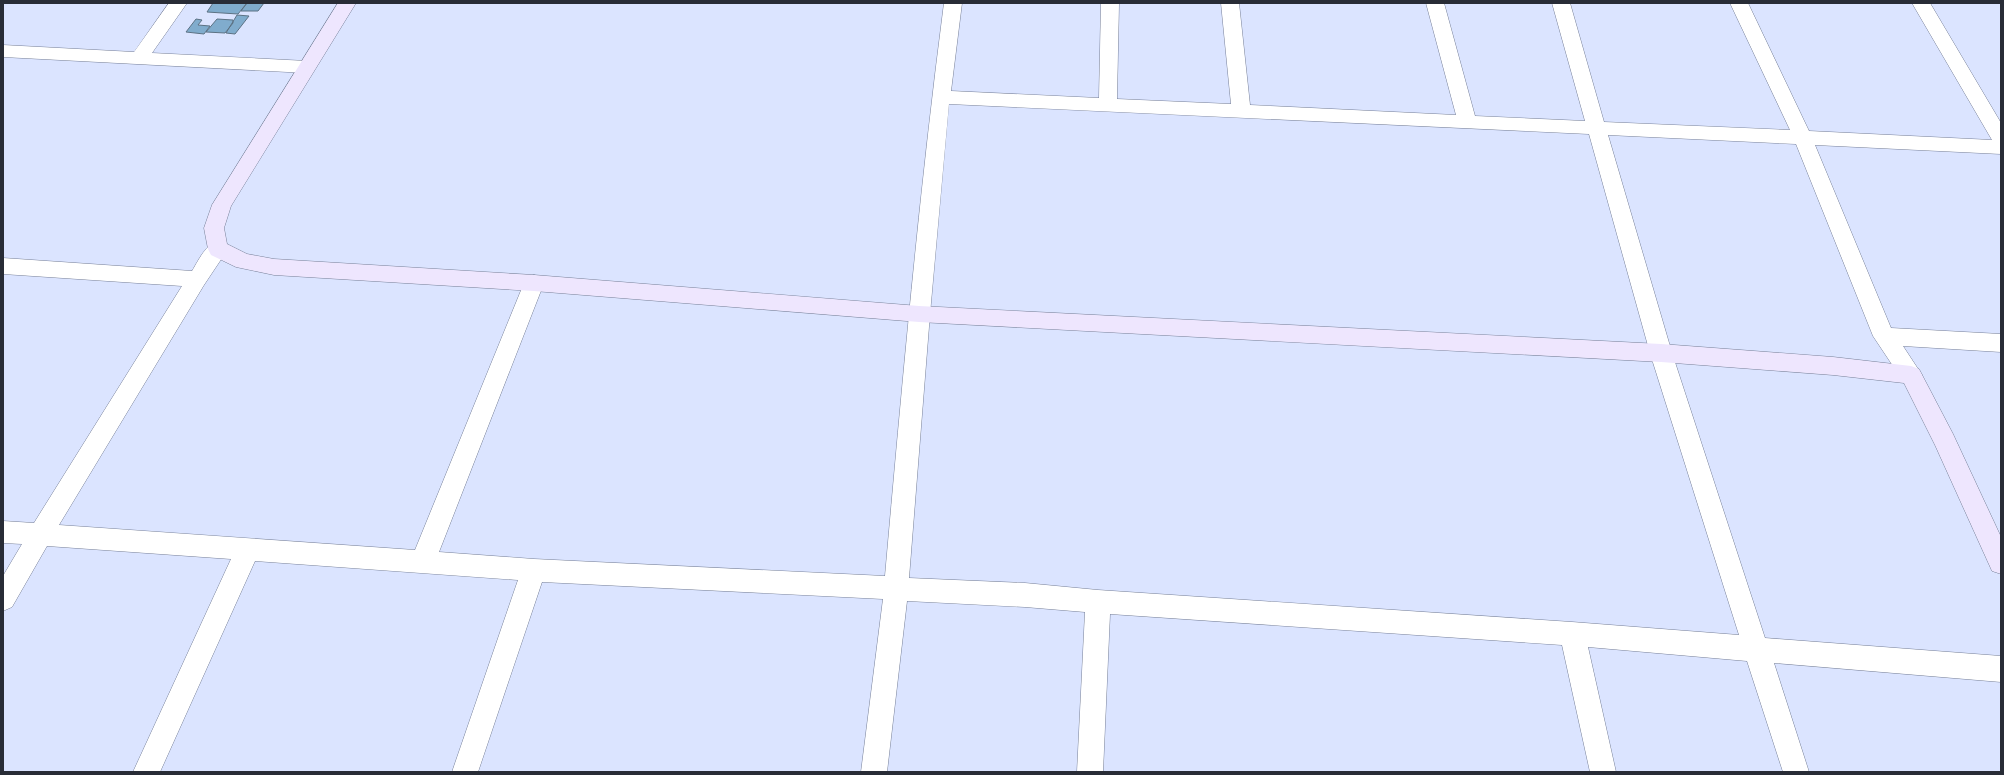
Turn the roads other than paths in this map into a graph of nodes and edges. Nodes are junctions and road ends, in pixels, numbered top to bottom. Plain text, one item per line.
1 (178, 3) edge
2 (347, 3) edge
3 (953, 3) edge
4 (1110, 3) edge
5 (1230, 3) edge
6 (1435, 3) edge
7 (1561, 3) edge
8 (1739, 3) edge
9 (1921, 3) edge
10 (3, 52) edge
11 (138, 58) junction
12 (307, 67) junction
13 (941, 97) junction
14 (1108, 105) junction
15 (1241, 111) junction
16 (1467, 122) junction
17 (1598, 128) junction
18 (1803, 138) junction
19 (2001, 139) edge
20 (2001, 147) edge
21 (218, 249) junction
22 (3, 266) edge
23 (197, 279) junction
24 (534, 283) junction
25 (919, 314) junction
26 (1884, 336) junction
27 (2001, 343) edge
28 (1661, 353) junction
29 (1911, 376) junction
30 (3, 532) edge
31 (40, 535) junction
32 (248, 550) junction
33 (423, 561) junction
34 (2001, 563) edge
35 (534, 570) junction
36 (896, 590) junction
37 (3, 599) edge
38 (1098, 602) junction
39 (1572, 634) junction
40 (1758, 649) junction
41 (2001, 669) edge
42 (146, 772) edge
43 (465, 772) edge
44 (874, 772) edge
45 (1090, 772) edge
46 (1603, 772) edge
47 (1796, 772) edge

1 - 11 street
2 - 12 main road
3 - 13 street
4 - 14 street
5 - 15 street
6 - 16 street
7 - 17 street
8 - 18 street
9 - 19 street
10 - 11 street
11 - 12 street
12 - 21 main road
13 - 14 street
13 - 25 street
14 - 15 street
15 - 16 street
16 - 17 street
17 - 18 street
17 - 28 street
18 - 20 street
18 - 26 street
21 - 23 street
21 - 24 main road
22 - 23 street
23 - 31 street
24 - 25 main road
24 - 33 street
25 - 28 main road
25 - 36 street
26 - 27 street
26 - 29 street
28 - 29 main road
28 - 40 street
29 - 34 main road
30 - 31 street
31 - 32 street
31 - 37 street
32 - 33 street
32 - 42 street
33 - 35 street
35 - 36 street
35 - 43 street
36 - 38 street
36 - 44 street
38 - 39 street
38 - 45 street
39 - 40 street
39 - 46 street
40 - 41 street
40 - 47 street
◇ ◇ ◇ ◇
=== What you need to do ===
Search the records above for the string "road". Report each line that has it.

=== Response area ===
Turn the roads other than paths in this map into a graph of nodes and edges. Nodes are junctions and road ends, in pixels, numbered top to bottom. Plain text, one item per line.
2 - 12 main road
12 - 21 main road
21 - 24 main road
24 - 25 main road
25 - 28 main road
28 - 29 main road
29 - 34 main road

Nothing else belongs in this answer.